唐耀祖有样学样:“打!抓!哼哼!哈嘿!”
齐薇薇往前迈了一步。
“啊——!”唐耀宗猛地跳起来,一把拽住唐耀祖,“跑!快跑!我妈疯了!疯女人!贱女人!”
两个男孩哇哇乱叫着冲出堂屋,穿过院子,朝大门跑去。
这正合齐薇薇的心意。
她不紧不慢地跟出去,看着两个孩子像受惊的兔子一样窜出大门,还在胡同里大喊大叫:“救命啊!疯女人要杀人啦!”
胡同里几个邻居探头出来看,见是唐家那两个惯得没边的小子,又缩了回去——这俩孩子平时没少祸害邻里,偷枣摸瓜,欺负别人家小孩,大家早就烦透了。

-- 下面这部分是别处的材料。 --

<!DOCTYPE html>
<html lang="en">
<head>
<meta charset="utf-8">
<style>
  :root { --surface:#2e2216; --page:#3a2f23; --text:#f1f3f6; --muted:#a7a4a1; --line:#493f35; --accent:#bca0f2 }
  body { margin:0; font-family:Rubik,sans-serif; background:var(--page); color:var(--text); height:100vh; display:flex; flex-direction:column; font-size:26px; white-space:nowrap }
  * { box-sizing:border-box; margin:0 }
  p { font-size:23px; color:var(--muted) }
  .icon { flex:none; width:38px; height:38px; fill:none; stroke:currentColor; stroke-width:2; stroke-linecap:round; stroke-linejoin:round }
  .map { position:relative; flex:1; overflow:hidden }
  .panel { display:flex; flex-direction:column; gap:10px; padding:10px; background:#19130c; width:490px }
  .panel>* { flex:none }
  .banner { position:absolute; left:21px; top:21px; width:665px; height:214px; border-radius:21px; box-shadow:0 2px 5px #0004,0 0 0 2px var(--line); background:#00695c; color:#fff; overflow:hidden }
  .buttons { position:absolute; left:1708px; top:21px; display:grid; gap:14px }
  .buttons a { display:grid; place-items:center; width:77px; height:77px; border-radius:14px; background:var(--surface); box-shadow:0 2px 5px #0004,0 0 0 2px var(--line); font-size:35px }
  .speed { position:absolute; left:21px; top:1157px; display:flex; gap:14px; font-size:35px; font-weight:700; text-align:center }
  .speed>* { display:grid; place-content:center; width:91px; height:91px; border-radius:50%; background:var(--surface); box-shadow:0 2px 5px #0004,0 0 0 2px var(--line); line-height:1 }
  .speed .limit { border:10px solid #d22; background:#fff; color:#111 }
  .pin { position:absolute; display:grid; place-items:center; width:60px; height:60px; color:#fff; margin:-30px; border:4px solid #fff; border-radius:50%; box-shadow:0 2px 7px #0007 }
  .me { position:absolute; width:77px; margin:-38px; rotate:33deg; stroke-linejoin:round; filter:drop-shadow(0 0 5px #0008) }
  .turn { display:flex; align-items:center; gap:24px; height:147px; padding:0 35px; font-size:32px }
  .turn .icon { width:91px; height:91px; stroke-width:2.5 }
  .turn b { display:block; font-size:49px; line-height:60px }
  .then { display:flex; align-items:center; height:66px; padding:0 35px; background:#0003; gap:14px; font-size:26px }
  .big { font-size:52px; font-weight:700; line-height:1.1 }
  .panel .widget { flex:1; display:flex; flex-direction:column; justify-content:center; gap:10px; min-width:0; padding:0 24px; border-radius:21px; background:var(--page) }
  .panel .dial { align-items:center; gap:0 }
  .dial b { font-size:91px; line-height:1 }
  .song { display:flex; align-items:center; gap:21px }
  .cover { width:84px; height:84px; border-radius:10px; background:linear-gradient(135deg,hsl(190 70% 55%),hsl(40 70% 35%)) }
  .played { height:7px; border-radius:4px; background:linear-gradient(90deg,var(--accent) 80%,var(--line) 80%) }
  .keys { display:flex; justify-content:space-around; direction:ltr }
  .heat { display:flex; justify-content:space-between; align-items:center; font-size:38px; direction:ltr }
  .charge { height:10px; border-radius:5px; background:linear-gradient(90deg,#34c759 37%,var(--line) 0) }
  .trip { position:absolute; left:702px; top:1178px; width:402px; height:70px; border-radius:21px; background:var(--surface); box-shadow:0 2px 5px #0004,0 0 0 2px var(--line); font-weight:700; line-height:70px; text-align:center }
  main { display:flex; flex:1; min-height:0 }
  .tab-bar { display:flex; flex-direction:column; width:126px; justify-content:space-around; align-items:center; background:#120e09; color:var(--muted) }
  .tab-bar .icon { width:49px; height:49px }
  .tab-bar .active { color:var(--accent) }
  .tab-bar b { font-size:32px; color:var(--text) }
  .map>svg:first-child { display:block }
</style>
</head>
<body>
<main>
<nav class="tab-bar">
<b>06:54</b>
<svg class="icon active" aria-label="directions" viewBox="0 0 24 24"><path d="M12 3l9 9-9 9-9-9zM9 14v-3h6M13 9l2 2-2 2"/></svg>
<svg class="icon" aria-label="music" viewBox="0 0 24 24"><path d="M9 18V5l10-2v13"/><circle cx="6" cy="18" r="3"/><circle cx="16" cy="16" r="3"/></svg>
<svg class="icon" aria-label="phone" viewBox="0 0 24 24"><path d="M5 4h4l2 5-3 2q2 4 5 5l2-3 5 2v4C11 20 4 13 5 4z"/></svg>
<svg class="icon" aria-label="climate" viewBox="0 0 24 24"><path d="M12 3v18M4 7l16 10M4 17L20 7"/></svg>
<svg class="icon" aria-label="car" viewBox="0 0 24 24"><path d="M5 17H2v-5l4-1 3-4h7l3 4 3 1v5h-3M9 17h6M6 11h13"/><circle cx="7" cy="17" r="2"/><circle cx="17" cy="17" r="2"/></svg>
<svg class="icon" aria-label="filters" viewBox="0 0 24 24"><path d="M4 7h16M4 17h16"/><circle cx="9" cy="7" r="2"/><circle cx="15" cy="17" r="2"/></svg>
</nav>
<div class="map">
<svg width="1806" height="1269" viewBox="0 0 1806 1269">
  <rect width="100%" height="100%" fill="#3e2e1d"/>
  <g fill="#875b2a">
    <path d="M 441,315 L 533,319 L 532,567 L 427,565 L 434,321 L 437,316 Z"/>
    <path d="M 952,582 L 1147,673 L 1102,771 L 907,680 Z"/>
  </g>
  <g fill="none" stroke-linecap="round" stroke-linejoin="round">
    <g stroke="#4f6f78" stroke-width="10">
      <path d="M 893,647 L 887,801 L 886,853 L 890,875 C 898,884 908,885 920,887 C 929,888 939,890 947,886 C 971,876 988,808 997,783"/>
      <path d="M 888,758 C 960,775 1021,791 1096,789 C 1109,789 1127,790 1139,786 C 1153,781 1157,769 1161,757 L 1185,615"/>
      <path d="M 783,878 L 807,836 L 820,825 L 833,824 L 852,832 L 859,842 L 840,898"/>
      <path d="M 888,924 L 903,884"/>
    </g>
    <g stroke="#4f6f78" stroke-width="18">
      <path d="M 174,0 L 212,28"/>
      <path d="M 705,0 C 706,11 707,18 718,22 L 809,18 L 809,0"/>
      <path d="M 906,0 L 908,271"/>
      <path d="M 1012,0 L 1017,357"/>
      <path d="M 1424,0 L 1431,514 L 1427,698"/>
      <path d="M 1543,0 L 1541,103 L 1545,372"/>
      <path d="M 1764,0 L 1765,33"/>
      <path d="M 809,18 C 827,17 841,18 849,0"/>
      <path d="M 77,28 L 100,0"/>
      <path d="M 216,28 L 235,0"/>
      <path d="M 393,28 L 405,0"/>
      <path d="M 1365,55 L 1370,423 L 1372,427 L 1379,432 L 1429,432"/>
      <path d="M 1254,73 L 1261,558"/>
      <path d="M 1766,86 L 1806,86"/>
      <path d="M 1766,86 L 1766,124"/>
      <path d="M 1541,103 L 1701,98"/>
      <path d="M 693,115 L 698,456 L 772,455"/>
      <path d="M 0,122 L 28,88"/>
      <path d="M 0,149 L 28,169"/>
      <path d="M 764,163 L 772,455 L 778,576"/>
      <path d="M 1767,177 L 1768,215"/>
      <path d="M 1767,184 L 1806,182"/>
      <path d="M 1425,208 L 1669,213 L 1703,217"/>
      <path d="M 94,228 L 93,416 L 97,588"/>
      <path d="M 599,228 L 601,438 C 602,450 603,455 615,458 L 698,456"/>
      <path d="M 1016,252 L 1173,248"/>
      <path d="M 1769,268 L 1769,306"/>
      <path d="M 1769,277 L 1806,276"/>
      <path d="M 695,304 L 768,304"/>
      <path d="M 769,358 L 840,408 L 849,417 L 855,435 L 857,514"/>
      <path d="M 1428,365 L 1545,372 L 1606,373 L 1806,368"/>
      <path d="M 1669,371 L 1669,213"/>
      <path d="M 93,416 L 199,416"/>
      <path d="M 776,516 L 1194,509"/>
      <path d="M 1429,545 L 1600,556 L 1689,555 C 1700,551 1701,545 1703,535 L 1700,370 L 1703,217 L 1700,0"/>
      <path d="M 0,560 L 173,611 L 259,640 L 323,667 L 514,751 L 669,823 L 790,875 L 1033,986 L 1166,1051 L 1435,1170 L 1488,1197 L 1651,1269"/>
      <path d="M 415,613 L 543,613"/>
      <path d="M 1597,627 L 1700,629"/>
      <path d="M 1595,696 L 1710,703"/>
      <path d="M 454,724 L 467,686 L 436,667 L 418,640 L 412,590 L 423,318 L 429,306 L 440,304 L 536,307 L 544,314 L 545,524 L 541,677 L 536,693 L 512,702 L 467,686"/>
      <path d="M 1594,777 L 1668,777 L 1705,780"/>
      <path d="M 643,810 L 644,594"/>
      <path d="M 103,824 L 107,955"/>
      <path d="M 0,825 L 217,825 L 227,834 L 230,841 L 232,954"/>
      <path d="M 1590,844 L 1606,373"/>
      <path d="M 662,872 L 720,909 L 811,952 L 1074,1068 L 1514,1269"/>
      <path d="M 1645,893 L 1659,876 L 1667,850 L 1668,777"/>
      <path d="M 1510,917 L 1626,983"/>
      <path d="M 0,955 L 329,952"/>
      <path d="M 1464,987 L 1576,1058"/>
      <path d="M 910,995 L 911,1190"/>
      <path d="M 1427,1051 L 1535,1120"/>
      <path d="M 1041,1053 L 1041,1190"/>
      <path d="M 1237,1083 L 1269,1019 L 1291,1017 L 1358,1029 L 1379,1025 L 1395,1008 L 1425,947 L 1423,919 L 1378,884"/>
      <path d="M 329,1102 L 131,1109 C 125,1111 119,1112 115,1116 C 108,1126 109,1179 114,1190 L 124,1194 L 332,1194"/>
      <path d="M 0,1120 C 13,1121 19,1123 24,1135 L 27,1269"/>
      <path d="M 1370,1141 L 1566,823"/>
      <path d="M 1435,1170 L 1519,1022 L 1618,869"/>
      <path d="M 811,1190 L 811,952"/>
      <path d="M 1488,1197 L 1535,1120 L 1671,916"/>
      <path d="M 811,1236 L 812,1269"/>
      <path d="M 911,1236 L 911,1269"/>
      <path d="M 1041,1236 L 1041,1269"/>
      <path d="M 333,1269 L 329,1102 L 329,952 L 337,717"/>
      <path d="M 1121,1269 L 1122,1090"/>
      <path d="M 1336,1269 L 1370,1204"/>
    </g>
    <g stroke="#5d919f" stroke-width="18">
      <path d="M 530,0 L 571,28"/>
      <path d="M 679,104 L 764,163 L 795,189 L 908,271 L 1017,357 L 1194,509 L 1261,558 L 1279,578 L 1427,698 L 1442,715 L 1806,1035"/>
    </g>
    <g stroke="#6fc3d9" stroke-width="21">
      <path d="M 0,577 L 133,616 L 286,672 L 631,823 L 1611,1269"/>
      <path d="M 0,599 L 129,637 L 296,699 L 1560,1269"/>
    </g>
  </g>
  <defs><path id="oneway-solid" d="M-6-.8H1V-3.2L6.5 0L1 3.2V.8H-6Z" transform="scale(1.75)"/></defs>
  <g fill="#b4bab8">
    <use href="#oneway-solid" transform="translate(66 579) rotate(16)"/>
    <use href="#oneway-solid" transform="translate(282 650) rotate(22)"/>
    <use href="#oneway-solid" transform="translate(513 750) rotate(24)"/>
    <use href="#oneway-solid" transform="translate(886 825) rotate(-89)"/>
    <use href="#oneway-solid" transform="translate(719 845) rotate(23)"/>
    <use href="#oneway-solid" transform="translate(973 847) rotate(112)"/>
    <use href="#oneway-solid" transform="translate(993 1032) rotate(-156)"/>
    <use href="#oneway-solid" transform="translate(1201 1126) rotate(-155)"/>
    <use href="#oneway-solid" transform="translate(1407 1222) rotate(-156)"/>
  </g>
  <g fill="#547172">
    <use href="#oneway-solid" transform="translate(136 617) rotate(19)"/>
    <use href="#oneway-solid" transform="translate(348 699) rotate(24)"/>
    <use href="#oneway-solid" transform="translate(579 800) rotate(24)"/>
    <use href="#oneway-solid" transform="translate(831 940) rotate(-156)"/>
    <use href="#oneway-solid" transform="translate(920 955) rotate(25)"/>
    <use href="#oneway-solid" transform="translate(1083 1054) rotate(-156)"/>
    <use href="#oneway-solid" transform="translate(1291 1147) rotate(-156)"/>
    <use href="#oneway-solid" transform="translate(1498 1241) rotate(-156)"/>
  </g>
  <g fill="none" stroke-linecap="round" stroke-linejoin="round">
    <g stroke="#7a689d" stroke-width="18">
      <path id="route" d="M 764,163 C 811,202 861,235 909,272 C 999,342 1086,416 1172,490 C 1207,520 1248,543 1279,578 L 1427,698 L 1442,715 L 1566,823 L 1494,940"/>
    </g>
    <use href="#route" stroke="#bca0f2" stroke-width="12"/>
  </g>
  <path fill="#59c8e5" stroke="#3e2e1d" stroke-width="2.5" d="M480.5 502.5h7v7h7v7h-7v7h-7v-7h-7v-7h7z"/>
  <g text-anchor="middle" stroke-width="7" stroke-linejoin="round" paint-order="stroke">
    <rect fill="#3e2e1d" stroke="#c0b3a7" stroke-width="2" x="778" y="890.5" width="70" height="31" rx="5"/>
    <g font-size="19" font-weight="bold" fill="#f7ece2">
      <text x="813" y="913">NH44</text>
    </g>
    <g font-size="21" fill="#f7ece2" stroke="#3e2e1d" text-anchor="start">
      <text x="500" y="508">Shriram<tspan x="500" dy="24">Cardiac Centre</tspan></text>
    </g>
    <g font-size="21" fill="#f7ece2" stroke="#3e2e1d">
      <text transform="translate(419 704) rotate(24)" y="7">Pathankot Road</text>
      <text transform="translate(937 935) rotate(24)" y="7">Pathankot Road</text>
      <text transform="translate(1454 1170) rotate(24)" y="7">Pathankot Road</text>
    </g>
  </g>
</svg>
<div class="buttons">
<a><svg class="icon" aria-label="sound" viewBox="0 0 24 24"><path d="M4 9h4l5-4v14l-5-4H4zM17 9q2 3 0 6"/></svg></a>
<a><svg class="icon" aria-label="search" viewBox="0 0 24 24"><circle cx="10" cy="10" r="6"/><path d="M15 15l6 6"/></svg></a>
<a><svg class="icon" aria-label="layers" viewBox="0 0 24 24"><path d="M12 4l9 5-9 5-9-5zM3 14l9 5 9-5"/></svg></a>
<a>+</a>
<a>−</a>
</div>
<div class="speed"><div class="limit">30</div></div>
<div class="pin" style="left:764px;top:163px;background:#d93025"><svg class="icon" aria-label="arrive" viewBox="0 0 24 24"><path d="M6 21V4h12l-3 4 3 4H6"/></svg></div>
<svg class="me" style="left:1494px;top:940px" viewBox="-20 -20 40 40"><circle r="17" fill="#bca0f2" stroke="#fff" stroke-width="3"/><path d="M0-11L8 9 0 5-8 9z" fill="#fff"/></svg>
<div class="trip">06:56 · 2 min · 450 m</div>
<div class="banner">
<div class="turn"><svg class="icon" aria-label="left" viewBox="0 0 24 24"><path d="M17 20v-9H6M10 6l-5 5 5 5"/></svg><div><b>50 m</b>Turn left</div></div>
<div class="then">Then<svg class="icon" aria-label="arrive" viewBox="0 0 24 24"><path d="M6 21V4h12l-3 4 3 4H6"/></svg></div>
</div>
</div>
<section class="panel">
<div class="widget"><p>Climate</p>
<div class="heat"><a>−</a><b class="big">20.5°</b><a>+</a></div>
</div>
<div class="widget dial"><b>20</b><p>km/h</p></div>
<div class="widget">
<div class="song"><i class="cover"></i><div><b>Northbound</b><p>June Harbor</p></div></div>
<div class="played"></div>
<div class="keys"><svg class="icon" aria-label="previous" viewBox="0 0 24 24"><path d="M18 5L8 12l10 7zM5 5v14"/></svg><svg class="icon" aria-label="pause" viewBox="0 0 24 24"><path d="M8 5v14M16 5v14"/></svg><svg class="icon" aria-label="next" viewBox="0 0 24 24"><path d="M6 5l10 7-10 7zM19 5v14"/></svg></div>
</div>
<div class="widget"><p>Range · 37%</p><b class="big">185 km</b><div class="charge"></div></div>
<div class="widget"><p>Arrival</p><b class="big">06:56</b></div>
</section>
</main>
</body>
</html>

齐薇薇走到院门口,看着两个孩子跑远了,这才“啪”地一声摔上了厚重的木门。
然而,没过一分钟,脚步声又回来了。
还夹杂着骂声,语气跟孙喜娣一模一样,配着唐耀宗那还没变声的尖细童声,格外刺耳:“开门!贱女人!开门!大白天的,你关着门偷汉子吗?”
齐薇薇充耳不闻,早抬手闩上了门闩。
“哐当”一声,铁门闩落进卡槽,将内外隔绝。
她转过身,打量着这个她住了六年的院子。
四合院不算大,但规整。
正房三间,她和唐爱军住东屋,孙喜娣住西屋,中间是堂屋。
东西厢房各两间,东厢房一间做了厨房,一间堆杂物;西厢房两间都被唐甜甜占了——一间当卧室,一间当她的“小客厅”。
院子里有棵老枣树,冬天叶子落光了,枝干光秃秃地指向灰白的天空。
树下放着个破瓦盆,里面种着几棵葱,已经冻蔫了。
一角拉着几根晾衣绳,上面基本都是唐甜甜的衣服——她齐薇薇昨天刚洗的。
齐薇薇的视线落在西厢房紧闭的门上,又转向正房东屋——孙喜娣的房间。
她深吸一口气,朝那间屋子走去。
孙喜娣的房间门没锁。
推开门,一股老年人房间特有的气味扑面而来——陈旧的布料、樟脑丸、脚臭、还有某种说不清的霉味。
真难闻!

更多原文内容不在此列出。